### DESCRIPTION OF THE TASK
Here is a block of records. Copy every one of them exactly.

### STUDY MATERIAL
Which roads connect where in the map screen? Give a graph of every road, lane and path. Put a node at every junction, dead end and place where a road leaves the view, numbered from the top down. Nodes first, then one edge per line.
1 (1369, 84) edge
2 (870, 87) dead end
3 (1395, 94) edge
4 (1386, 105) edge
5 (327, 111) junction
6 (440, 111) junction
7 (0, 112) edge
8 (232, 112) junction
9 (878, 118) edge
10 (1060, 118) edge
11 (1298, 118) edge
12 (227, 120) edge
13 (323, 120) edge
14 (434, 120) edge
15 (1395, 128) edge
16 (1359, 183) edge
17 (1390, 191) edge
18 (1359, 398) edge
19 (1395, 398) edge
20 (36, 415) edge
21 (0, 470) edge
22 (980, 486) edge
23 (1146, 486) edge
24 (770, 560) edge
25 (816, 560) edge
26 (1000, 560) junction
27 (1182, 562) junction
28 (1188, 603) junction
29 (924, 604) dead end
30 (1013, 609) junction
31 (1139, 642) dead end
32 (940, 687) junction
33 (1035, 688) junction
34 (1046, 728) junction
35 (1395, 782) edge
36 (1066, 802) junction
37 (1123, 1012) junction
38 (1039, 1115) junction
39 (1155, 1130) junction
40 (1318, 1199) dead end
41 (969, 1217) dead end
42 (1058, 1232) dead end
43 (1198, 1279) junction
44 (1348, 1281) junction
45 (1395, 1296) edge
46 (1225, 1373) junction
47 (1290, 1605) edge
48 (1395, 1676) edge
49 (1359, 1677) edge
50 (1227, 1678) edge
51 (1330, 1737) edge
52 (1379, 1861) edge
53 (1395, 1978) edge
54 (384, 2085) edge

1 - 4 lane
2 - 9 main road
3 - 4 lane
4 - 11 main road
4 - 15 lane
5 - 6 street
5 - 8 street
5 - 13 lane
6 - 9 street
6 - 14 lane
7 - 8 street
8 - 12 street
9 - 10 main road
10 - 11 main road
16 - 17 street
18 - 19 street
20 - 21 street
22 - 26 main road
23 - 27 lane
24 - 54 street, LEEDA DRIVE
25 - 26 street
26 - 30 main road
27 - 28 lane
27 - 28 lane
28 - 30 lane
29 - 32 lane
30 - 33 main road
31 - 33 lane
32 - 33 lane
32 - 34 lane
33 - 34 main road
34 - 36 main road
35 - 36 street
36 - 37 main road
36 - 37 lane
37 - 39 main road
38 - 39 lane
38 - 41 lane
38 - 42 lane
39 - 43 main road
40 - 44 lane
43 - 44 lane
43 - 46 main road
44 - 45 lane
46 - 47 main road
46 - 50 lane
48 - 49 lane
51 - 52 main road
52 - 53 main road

### ANSWER TO THIS TASK
Which roads connect where in the map screen? Give a graph of every road, lane and path. Put a node at every junction, dead end and place where a road leaves the view, numbered from the top down. Nodes first, then one edge per line.
1 (1369, 84) edge
2 (870, 87) dead end
3 (1395, 94) edge
4 (1386, 105) edge
5 (327, 111) junction
6 (440, 111) junction
7 (0, 112) edge
8 (232, 112) junction
9 (878, 118) edge
10 (1060, 118) edge
11 (1298, 118) edge
12 (227, 120) edge
13 (323, 120) edge
14 (434, 120) edge
15 (1395, 128) edge
16 (1359, 183) edge
17 (1390, 191) edge
18 (1359, 398) edge
19 (1395, 398) edge
20 (36, 415) edge
21 (0, 470) edge
22 (980, 486) edge
23 (1146, 486) edge
24 (770, 560) edge
25 (816, 560) edge
26 (1000, 560) junction
27 (1182, 562) junction
28 (1188, 603) junction
29 (924, 604) dead end
30 (1013, 609) junction
31 (1139, 642) dead end
32 (940, 687) junction
33 (1035, 688) junction
34 (1046, 728) junction
35 (1395, 782) edge
36 (1066, 802) junction
37 (1123, 1012) junction
38 (1039, 1115) junction
39 (1155, 1130) junction
40 (1318, 1199) dead end
41 (969, 1217) dead end
42 (1058, 1232) dead end
43 (1198, 1279) junction
44 (1348, 1281) junction
45 (1395, 1296) edge
46 (1225, 1373) junction
47 (1290, 1605) edge
48 (1395, 1676) edge
49 (1359, 1677) edge
50 (1227, 1678) edge
51 (1330, 1737) edge
52 (1379, 1861) edge
53 (1395, 1978) edge
54 (384, 2085) edge

1 - 4 lane
2 - 9 main road
3 - 4 lane
4 - 11 main road
4 - 15 lane
5 - 6 street
5 - 8 street
5 - 13 lane
6 - 9 street
6 - 14 lane
7 - 8 street
8 - 12 street
9 - 10 main road
10 - 11 main road
16 - 17 street
18 - 19 street
20 - 21 street
22 - 26 main road
23 - 27 lane
24 - 54 street, LEEDA DRIVE
25 - 26 street
26 - 30 main road
27 - 28 lane
27 - 28 lane
28 - 30 lane
29 - 32 lane
30 - 33 main road
31 - 33 lane
32 - 33 lane
32 - 34 lane
33 - 34 main road
34 - 36 main road
35 - 36 street
36 - 37 main road
36 - 37 lane
37 - 39 main road
38 - 39 lane
38 - 41 lane
38 - 42 lane
39 - 43 main road
40 - 44 lane
43 - 44 lane
43 - 46 main road
44 - 45 lane
46 - 47 main road
46 - 50 lane
48 - 49 lane
51 - 52 main road
52 - 53 main road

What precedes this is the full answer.